Wherever there are the laws of civilization, there are also those who don’t see a reason to abide by them, or at least those who would abuse them for profit. The concept of the underworld encompasses innumerable street gangs, thieves’ guilds, pirate crews, frauds and smugglers, any of which may be (temporarily) allied with another or (not-so-temporarily) feud with them, but all of which are united against the authority of law when it comes down to it. They are not destructive as such and most of them don’t seek to overthrow the Kaiserreich as an institution; why would you do that when you can live so comfortably in its shadow?
Anyone who has to move illegal goods or wants to travel somewhere they’re not supposed to has made use of the underworld’s infrastructure at some point. The Diablo Club will readily do so, the Circle of Druids often has no other choice.
The Kaiserreich’s police, T&F Industries and the Golden Dragons would all love to see the underworld eradicated.
Out in the untamed seas, sailors say, there lurk three monsters with unparalleled destructive potential. The Narwhal will rip the hull of any ship that crosses its path wide open with its terrifying horn, the Kraken will appear out of nowhere and pull entire tankers to the bottom of the ocean, while the massive Leviathan simply goes where it pleases and leaves nothing but wreckage in its wake. Worse still, the Three are not just animals. Each of them is intelligent, cunning and possesses the gift of magic; untamed, elemental magic that is any bit as powerful as the more formalized types and that the Three will even occasionally bestow upon mortals.
No one quite knows why the Three are so keen on destruction, but given their propensity for it, everyone does their best to avoid them as much as possible.
[There is one thing few initiated know: the Narwhal is not a creature at all, but a submarine crewed by radical separationist mages, whose Captain, known (to the crew and very few others) by the name Outis, holds a particular grudge against the Kaiserreich for its colonial policies. Yes it's basically the Nautilus and Captain Nemo. I like to keep that a secret from players – makes for a nice plot twist - but characters closely aligned with the Three might know about it from the start.]
Aside from their disciples, who are mostly in it for the power, allying with the Three is far too risky for anyone.
Any regular seafarer has much to loose from an encounter with one of the Three. The Societas Arcanorum has put powerful wards in place to protect the shipping routes, but they regularly find them broken or bypassed.
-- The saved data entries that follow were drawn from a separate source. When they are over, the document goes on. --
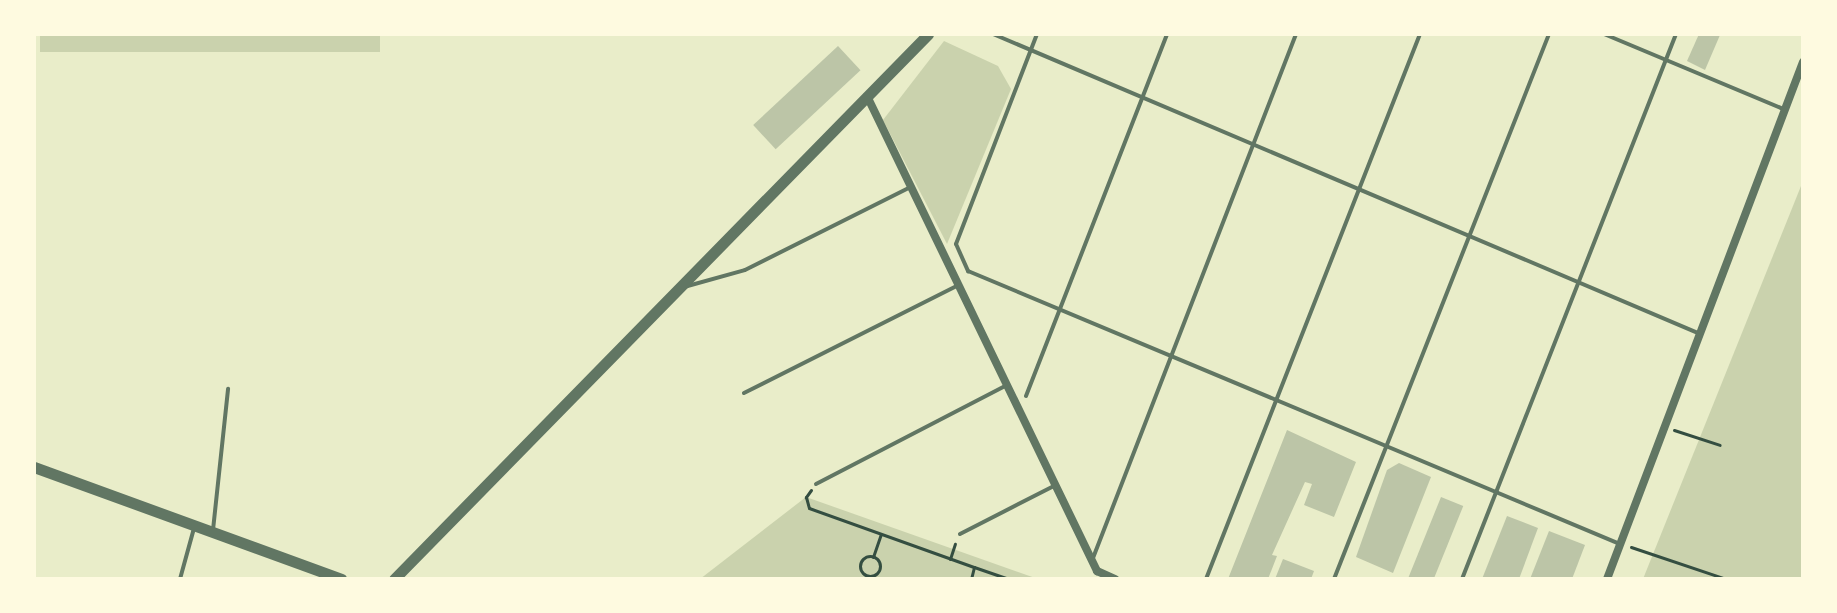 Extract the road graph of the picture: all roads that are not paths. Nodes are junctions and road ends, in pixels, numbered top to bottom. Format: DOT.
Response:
graph roads {
  1 [pos="928,34"];
  2 [pos="993,34"];
  3 [pos="1037,34"];
  4 [pos="1167,34"];
  5 [pos="1296,34"];
  6 [pos="1420,34"];
  7 [pos="1549,34"];
  8 [pos="1604,34"];
  9 [pos="1676,34"];
  10 [pos="1031,50"];
  11 [pos="1666,60"];
  12 [pos="1803,62"];
  13 [pos="867,96"];
  14 [pos="1142,97"];
  15 [pos="1785,110"];
  16 [pos="1253,144"];
  17 [pos="911,187"];
  18 [pos="1359,189"];
  19 [pos="1469,236"];
  20 [pos="1579,283"];
  21 [pos="960,285"];
  22 [pos="680,288"];
  23 [pos="1060,309"];
  24 [pos="1700,334"];
  25 [pos="1172,355"];
  26 [pos="1008,385"];
  27 [pos="228,389"];
  28 [pos="744,393"];
  29 [pos="1026,396"];
  30 [pos="1277,398"];
  31 [pos="1386,446"];
  32 [pos="34,467"];
  33 [pos="816,484"];
  34 [pos="1056,485"];
  35 [pos="1494,493"];
  36 [pos="194,528"];
  37 [pos="212,534"];
  38 [pos="960,534"];
  39 [pos="1620,544"];
  40 [pos="1092,561"];
  41 [pos="180,579"];
  42 [pos="341,579"];
  43 [pos="394,579"];
  44 [pos="1115,579"];
  45 [pos="1206,579"];
  46 [pos="1334,579"];
  47 [pos="1462,579"];
  48 [pos="1607,579"];
  1 -- 13 [label="street"];
  2 -- 10 [label="lane"];
  3 -- 10 [label="lane"];
  4 -- 14 [label="lane"];
  5 -- 16 [label="lane"];
  6 -- 18 [label="lane"];
  7 -- 19 [label="lane"];
  8 -- 11 [label="lane"];
  9 -- 11 [label="lane"];
  10 -- 14 [label="lane"];
  10 -- 23 [label="lane"];
  11 -- 15 [label="lane"];
  11 -- 20 [label="lane"];
  12 -- 15 [label="street"];
  13 -- 17 [label="street"];
  13 -- 22 [label="street"];
  14 -- 16 [label="lane"];
  14 -- 23 [label="lane"];
  15 -- 24 [label="street"];
  16 -- 18 [label="lane"];
  16 -- 25 [label="lane"];
  17 -- 21 [label="street"];
  17 -- 22 [label="lane"];
  18 -- 19 [label="lane"];
  18 -- 30 [label="lane"];
  19 -- 20 [label="lane"];
  19 -- 31 [label="lane"];
  20 -- 24 [label="lane"];
  20 -- 35 [label="lane"];
  21 -- 26 [label="street"];
  21 -- 28 [label="lane"];
  22 -- 43 [label="street"];
  23 -- 25 [label="lane"];
  23 -- 29 [label="lane"];
  24 -- 39 [label="street"];
  25 -- 30 [label="lane"];
  25 -- 40 [label="lane"];
  26 -- 33 [label="lane"];
  26 -- 34 [label="street"];
  27 -- 37 [label="lane"];
  30 -- 31 [label="lane"];
  30 -- 45 [label="lane"];
  31 -- 35 [label="lane"];
  31 -- 46 [label="lane"];
  32 -- 36 [label="street"];
  34 -- 38 [label="lane"];
  34 -- 40 [label="street"];
  35 -- 39 [label="lane"];
  35 -- 47 [label="lane"];
  36 -- 37 [label="street"];
  36 -- 41 [label="lane"];
  37 -- 42 [label="street"];
  39 -- 48 [label="street"];
  40 -- 44 [label="street"];
} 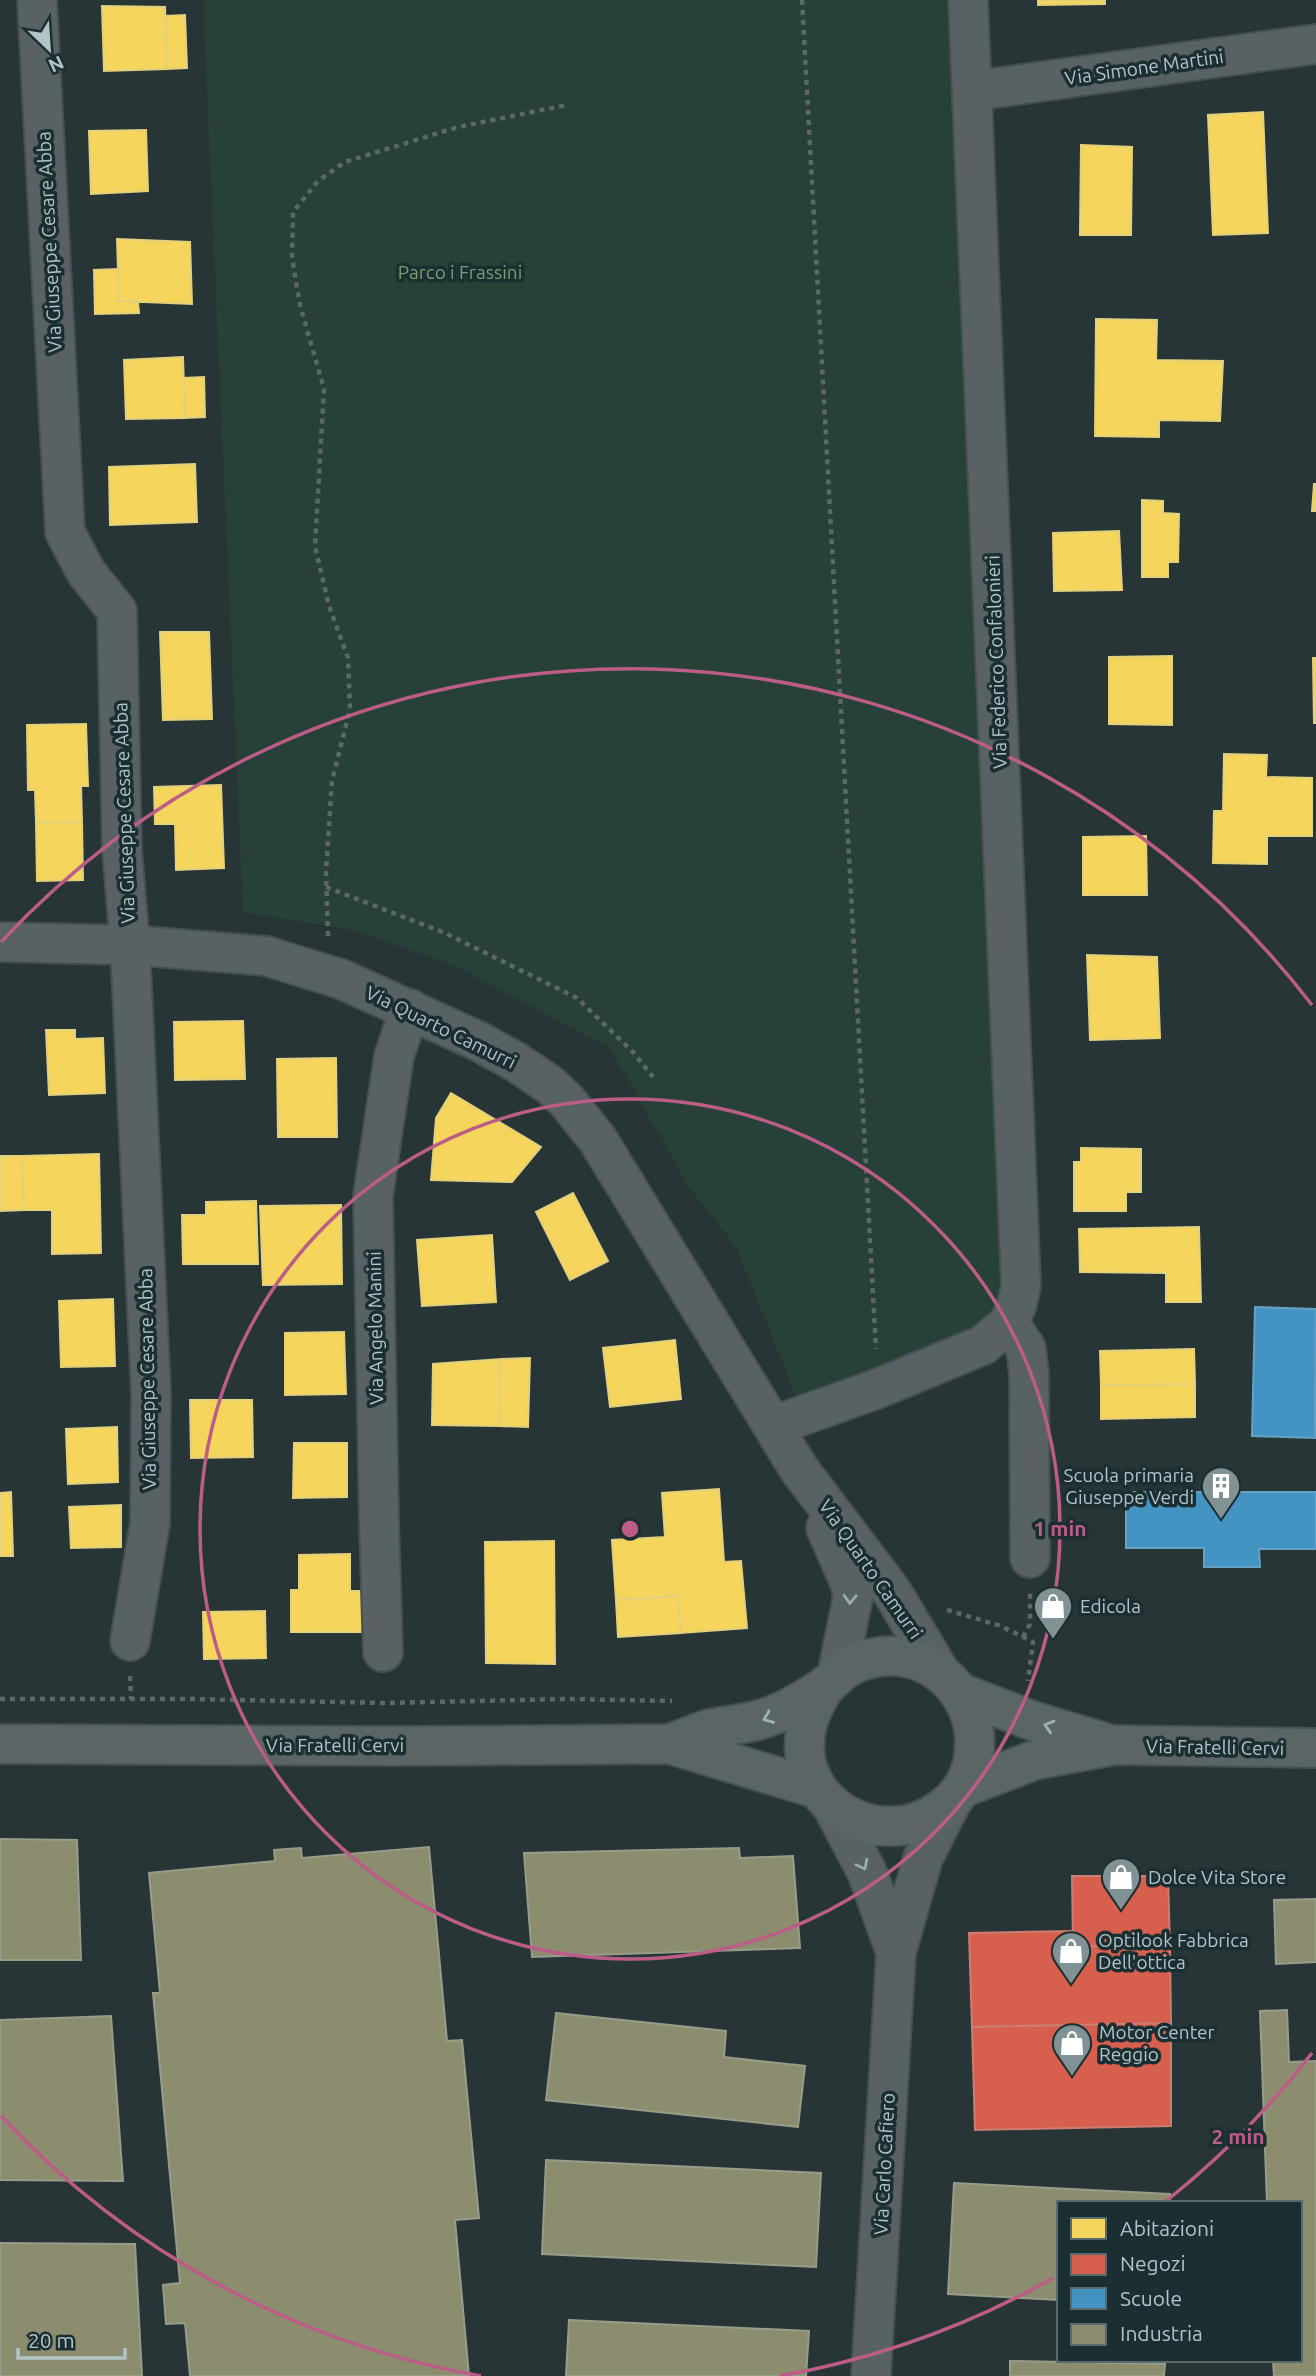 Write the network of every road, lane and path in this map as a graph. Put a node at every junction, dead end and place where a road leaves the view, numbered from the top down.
1 (37, 0) edge
2 (803, 0) edge
3 (968, 0) edge
4 (1316, 44) edge
5 (972, 91) junction
6 (566, 104) dead end
7 (326, 887) junction
8 (328, 941) dead end
9 (0, 942) edge
10 (130, 945) junction
11 (410, 1009) junction
12 (653, 1077) dead end
13 (1009, 1323) junction
14 (878, 1388) junction
15 (773, 1426) junction
16 (799, 1469) junction
17 (1030, 1558) joint
18 (892, 1592) junction
19 (1023, 1637) junction
20 (130, 1641) dead end
21 (383, 1652) dead end
22 (832, 1680) junction
23 (950, 1683) junction
24 (1027, 1690) dead end
25 (0, 1699) edge
26 (682, 1701) dead end
27 (0, 1744) edge
28 (670, 1744) junction
29 (1115, 1745) junction
30 (1316, 1748) edge
31 (957, 1795) junction
32 (825, 1796) junction
33 (896, 1953) junction
34 (871, 2376) edge

1 - 10 street, Via Giuseppe Cesare Abba
2 - 14 path
3 - 5 street, Via Federico Confalonieri
4 - 5 street, Via Simone Martini
5 - 13 street, Via Federico Confalonieri
6 - 7 path
7 - 8 path
7 - 12 path
9 - 10 street, Via Quarto Camurri
10 - 11 street, Via Quarto Camurri
10 - 20 street, Via Giuseppe Cesare Abba
11 - 15 street, Via Quarto Camurri
11 - 21 street, Via Angelo Manini
13 - 14 street
13 - 17 street
14 - 15 street
15 - 16 street, Via Quarto Camurri
16 - 18 street, Via Quarto Camurri
16 -> 22 street, Via Quarto Camurri
17 - 19 path
18 - 19 path
18 - 23 street, Via Quarto Camurri
19 - 24 path
22 - 23 main road, Via Fratelli Cervi
22 -> 28 main road, Via Fratelli Cervi
22 - 32 main road
29 -> 23 main road, Via Fratelli Cervi
23 - 31 main road
25 - 26 path
27 - 28 main road, Via Fratelli Cervi
28 - 32 main road, Via Fratelli Cervi
29 - 30 main road, Via Fratelli Cervi
29 - 31 main road, Via Fratelli Cervi
31 - 32 main road, Via Fratelli Cervi
31 - 33 street, Via Carlo Cafiero
32 -> 33 street, Via Carlo Cafiero
33 - 34 street, Via Carlo Cafiero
The various organizationsin the setting typically use the following ships:
Thorgrimmaer & Forinsson Industries: almost exclusively iron, oil-powered
Elven Nations: wooden sailing ships and boats
Kaiserreich: both wooden and iron ships, some sailing but mostly oil-powered, with a large amount of ships retrofitted with oil engines
Circle of Druids: wooden ships and nimble inflatable boats, often with sails, but oil engines are in use especially for the inflatables
Luddites: Sailing ships and, unusually, galleys – Luddites make a point of not using machines. Orcs sometimes use iron ships they’ve stolen from the dwarves and stripped of the engines, which is incredibly inefficient but when an orc decides to make a point he can be very stubborn about it.
Necessarily by the game’s design, weaponry moves along the usual lines of “swords, shields, bows, armor“ which may be slightly anachronistic compared to the real-life Victorian age, but is convenient and creates a good atmosphere of adventure, swashbuckling and danger on the high seas. Guns can easily be represented by reflavouring bows and crossbows. They’re probably a dwarven invention (and Luddites would make a point of not using them, either. What, can’t you shoot a normal bow that you need that fancy crutch?).
Cannons were among the first things my players wanted on their ship. In combat I usually don’t bother with assigning attack and damage rolls to them. Instead they make good vehicles for skill rolls and stunts to achieve specific outcomes or win a naval battle.